**WHAT TO DO:** Write out every entry exactly as it stands.

**DATA PROVIDED:**
.....

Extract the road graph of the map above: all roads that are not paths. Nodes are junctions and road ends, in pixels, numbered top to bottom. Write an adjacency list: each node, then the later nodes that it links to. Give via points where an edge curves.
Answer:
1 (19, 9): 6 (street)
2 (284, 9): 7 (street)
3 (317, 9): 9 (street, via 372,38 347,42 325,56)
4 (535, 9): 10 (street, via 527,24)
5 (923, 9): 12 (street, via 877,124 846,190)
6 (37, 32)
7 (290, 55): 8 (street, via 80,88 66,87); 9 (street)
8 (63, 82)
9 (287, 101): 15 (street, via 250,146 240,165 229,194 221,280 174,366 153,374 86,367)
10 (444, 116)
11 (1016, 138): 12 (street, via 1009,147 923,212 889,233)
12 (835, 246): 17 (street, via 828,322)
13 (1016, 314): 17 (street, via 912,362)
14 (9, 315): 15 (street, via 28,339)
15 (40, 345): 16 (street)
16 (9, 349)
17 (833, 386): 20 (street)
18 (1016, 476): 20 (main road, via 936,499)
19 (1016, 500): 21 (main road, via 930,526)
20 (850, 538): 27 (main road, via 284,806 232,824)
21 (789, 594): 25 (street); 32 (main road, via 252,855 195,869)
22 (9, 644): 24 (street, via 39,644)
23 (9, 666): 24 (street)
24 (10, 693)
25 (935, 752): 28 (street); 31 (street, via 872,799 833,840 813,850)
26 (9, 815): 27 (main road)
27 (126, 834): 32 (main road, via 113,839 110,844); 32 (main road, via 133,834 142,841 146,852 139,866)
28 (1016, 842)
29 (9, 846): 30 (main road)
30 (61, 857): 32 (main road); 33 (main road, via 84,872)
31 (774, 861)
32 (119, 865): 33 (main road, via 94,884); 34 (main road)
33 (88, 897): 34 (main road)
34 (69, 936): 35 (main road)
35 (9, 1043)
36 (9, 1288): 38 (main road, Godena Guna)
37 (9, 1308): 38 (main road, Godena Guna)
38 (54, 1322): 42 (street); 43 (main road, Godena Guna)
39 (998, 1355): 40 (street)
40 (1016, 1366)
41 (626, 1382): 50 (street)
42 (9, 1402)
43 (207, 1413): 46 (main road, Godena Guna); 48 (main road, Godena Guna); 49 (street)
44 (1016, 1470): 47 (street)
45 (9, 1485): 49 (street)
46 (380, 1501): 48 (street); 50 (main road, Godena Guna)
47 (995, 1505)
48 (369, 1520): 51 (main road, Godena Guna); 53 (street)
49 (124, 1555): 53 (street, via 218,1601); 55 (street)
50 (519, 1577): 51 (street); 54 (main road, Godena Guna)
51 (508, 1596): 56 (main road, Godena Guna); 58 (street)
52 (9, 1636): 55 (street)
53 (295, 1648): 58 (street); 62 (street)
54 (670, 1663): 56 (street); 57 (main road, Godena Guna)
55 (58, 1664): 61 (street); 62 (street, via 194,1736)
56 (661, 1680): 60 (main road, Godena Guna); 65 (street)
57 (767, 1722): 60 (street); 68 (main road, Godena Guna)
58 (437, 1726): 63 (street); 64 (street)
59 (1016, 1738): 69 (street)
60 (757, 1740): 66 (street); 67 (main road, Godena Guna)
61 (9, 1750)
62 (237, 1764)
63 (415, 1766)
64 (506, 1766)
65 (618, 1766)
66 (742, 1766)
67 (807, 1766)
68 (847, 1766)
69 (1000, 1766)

.....

**EXERCISE OUTPUT:**
Extract the road graph of the map above: all roads that are not paths. Nodes are junctions and road ends, in pixels, numbered top to bottom. Write an adjacency list: each node, then the later nodes that it links to. Give via points where an edge curves.
Answer:
1 (19, 9): 6 (street)
2 (284, 9): 7 (street)
3 (317, 9): 9 (street, via 372,38 347,42 325,56)
4 (535, 9): 10 (street, via 527,24)
5 (923, 9): 12 (street, via 877,124 846,190)
6 (37, 32)
7 (290, 55): 8 (street, via 80,88 66,87); 9 (street)
8 (63, 82)
9 (287, 101): 15 (street, via 250,146 240,165 229,194 221,280 174,366 153,374 86,367)
10 (444, 116)
11 (1016, 138): 12 (street, via 1009,147 923,212 889,233)
12 (835, 246): 17 (street, via 828,322)
13 (1016, 314): 17 (street, via 912,362)
14 (9, 315): 15 (street, via 28,339)
15 (40, 345): 16 (street)
16 (9, 349)
17 (833, 386): 20 (street)
18 (1016, 476): 20 (main road, via 936,499)
19 (1016, 500): 21 (main road, via 930,526)
20 (850, 538): 27 (main road, via 284,806 232,824)
21 (789, 594): 25 (street); 32 (main road, via 252,855 195,869)
22 (9, 644): 24 (street, via 39,644)
23 (9, 666): 24 (street)
24 (10, 693)
25 (935, 752): 28 (street); 31 (street, via 872,799 833,840 813,850)
26 (9, 815): 27 (main road)
27 (126, 834): 32 (main road, via 113,839 110,844); 32 (main road, via 133,834 142,841 146,852 139,866)
28 (1016, 842)
29 (9, 846): 30 (main road)
30 (61, 857): 32 (main road); 33 (main road, via 84,872)
31 (774, 861)
32 (119, 865): 33 (main road, via 94,884); 34 (main road)
33 (88, 897): 34 (main road)
34 (69, 936): 35 (main road)
35 (9, 1043)
36 (9, 1288): 38 (main road, Godena Guna)
37 (9, 1308): 38 (main road, Godena Guna)
38 (54, 1322): 42 (street); 43 (main road, Godena Guna)
39 (998, 1355): 40 (street)
40 (1016, 1366)
41 (626, 1382): 50 (street)
42 (9, 1402)
43 (207, 1413): 46 (main road, Godena Guna); 48 (main road, Godena Guna); 49 (street)
44 (1016, 1470): 47 (street)
45 (9, 1485): 49 (street)
46 (380, 1501): 48 (street); 50 (main road, Godena Guna)
47 (995, 1505)
48 (369, 1520): 51 (main road, Godena Guna); 53 (street)
49 (124, 1555): 53 (street, via 218,1601); 55 (street)
50 (519, 1577): 51 (street); 54 (main road, Godena Guna)
51 (508, 1596): 56 (main road, Godena Guna); 58 (street)
52 (9, 1636): 55 (street)
53 (295, 1648): 58 (street); 62 (street)
54 (670, 1663): 56 (street); 57 (main road, Godena Guna)
55 (58, 1664): 61 (street); 62 (street, via 194,1736)
56 (661, 1680): 60 (main road, Godena Guna); 65 (street)
57 (767, 1722): 60 (street); 68 (main road, Godena Guna)
58 (437, 1726): 63 (street); 64 (street)
59 (1016, 1738): 69 (street)
60 (757, 1740): 66 (street); 67 (main road, Godena Guna)
61 (9, 1750)
62 (237, 1764)
63 (415, 1766)
64 (506, 1766)
65 (618, 1766)
66 (742, 1766)
67 (807, 1766)
68 (847, 1766)
69 (1000, 1766)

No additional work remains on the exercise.